Harm and injury reasonable apprehended
 The harm that is reasonably apprehended was established and the court a quo correctly found so. The papers reveal that the first and second respondents had applied to the third respondent for the recognition of the second respondent as the king. There was a ceremony that was being prepared for his installation as the king. The respondents had a reasonable apprehension that the installation would be disrupted. The court a quo went further to find that:
“The harm is not only that of the Applicants but that of AmaMpondomise as a whole. These papers make it clear even on the basis of the respondents own submissions that the absence of a leader to lead the nation of AmaMpondomise is a harm that must be brought to an end as it is a continuing harm”.
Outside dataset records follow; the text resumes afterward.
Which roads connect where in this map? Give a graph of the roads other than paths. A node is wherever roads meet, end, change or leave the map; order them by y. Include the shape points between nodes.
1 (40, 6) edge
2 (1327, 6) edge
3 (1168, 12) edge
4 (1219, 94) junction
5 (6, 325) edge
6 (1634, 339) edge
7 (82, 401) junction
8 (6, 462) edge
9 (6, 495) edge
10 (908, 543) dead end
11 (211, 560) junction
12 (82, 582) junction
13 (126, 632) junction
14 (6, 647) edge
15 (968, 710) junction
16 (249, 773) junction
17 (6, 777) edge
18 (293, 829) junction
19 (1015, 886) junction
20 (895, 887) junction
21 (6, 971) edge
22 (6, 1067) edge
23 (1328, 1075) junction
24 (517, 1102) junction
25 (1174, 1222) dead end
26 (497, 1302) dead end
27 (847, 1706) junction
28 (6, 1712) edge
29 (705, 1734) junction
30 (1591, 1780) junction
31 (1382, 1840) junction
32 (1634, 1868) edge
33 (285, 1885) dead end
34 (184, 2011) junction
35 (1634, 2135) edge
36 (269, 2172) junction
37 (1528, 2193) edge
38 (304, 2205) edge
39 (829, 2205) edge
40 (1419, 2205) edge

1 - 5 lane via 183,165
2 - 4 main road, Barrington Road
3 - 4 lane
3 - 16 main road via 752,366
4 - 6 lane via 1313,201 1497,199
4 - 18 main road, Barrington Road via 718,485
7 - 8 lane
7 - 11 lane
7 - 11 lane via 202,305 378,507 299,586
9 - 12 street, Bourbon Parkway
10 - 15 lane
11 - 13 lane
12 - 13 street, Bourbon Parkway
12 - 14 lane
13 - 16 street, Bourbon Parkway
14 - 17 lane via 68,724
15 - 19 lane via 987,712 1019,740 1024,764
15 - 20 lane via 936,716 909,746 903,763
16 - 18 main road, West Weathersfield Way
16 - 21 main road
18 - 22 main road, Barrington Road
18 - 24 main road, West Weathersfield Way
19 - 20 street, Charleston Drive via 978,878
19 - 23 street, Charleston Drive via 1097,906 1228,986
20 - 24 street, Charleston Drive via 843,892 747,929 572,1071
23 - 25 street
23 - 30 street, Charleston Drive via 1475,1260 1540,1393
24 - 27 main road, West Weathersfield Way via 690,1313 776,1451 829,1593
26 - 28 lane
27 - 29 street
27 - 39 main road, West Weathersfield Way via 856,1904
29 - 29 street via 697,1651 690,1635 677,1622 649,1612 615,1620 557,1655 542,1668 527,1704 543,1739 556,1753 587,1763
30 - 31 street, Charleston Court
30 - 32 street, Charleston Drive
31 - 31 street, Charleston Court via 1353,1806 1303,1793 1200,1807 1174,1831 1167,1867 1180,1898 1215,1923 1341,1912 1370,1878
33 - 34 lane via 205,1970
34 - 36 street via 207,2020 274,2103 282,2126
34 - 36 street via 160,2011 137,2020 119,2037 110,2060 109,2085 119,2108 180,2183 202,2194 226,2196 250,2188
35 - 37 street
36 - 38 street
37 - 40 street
 Furthermore, the appellants had written to the third respondent also seeking the appointment of the second appellant as queen. That could also be regarded as an injury, which, objectively viewed, could be realised.
Absence of another remedy
 The respondents, in the court a quo, sought declaratory relief. The provisions of the Framework Act do not provide for that remedy. I shall deal below with the provisions of the Framework Act. The issue of the disinheritance of Dosini was foreshadowed in the Tolo Commission before Brooks J and the parties, as alluded to, agreed that it should be withdrawn before him. Brooks J did not decide the issue and it remains unresolved. It is apparent from the papers that numerous attempts were made either by the appellants and/or the respondents to resolve the issue of the disinheritance of Dosini but to no avail. Section 21(1)(a) of the Superior Courts Act (10 of 2013) grants courts jurisdiction over all persons residing or being in and in relation “to all causes and all offences triable” within its area of jurisdiction. There was no other conceivable remedy available to the respondents other than a declarator from the court a quo.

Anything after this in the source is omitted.